21 August 2009

Paleologo: se l'omissione di soccorso diventa una condanna a morte (4)

di Fulvio Vassallo Paleologo, quarta parte

4. Quanto accaduto in questa occasione induce poi ad un'altra serie di riflessioni. In sostanza, Malta dovrebbe coordinare interventi di salvataggio ma non ha i mezzi per effettuare direttamente gli interventi di soccorso, FRONTEX non si sa bene che ruolo svolga dopo che gli stati rivieraschi hanno concluso tra loro accordi bilaterali, e poi non è stato mai chiarito a quale paese dovrebbero essere riconsegnati i migranti intercettati dalle unità militari europee targate FRONTEX, e sul punto si sono sempre accese polemiche tra gli stati che partecipavano alle varie missioni di questa agenzia (Nautilus, Poseidon etc.).

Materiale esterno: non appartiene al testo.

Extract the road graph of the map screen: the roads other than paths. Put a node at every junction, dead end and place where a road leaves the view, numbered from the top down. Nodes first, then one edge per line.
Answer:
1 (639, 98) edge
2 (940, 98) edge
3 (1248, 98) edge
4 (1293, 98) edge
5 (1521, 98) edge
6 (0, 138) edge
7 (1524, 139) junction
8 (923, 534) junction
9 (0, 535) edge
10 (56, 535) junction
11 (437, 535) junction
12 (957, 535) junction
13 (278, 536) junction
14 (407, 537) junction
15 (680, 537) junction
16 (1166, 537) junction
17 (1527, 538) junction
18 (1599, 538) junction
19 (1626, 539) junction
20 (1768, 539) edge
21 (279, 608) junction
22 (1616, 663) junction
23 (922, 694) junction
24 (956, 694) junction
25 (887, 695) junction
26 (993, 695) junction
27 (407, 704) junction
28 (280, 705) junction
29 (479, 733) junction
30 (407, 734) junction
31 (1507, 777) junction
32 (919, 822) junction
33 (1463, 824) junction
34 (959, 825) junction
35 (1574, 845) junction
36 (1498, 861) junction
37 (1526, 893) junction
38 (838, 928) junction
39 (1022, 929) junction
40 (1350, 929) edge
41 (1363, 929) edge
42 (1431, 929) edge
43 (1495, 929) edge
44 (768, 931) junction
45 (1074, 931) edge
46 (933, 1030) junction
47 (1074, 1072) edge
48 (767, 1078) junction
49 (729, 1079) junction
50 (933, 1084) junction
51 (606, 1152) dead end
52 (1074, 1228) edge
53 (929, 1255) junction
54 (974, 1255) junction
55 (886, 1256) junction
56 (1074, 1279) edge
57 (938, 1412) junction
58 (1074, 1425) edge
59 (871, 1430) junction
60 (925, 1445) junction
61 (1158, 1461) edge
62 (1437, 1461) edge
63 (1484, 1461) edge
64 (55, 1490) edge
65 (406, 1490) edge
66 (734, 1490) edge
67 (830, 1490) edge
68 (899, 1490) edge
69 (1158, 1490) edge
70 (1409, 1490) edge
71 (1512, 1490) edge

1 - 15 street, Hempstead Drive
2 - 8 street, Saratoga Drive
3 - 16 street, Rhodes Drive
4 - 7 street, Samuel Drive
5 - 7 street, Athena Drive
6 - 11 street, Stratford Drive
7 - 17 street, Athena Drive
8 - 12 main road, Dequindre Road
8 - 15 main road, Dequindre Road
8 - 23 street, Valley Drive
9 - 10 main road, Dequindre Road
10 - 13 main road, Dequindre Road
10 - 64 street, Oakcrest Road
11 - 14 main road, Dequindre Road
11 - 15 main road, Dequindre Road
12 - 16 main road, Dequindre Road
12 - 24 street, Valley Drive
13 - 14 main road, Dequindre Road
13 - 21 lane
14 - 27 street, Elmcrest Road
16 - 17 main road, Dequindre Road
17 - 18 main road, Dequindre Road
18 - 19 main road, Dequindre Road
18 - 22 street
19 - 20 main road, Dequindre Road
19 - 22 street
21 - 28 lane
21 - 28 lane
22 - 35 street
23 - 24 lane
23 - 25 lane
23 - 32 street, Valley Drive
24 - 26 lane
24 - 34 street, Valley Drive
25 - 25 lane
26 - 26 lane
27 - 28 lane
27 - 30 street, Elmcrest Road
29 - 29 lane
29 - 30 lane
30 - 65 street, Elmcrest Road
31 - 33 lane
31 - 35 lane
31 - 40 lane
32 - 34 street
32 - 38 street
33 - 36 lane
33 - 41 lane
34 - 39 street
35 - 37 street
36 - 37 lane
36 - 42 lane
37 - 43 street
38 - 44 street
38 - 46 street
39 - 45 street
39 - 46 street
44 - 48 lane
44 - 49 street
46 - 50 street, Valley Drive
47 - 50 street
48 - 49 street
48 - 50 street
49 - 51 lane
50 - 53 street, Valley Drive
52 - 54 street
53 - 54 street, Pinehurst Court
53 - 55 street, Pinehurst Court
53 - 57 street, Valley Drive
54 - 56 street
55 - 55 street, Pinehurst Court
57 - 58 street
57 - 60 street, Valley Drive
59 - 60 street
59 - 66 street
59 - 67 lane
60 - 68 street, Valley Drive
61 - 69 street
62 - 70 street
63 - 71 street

Alla fine, e forse anche in questo caso, si è sempre deciso volta per volta dopo trattative segrete tra i governi che hanno ritardato gli interventi di soccorso.

Gli italiani hanno i mezzi per gli interventi di soccorso, ma questi ormai sono dislocati o immediatamente a sud di Lampedusa, per impedire sbarchi nell’isola ( sbarchi che comunque, seppure in misura ridotta, continuano), o molto più a sud, in acque internazionali, a 30-50 miglia dalla costa nord-africana, per collaborare con le autorità libiche per respingere persone che nella totalità avrebbero diritto di essere condotti in un porto italiano o maltese, in base alle Convenzioni internazionali, perché “place of safety”, a differenza di Tripoli o di Zuwara, persone che comunque, nel caso di minori, donne e potenziali richiedenti asilo avrebbero diritto di essere ammessi sul territorio italiano, e dunque di entrare nelle nostre acque territoriali, o di restare sulle imbarcazioni battenti bandiera italiana in caso di salvataggio.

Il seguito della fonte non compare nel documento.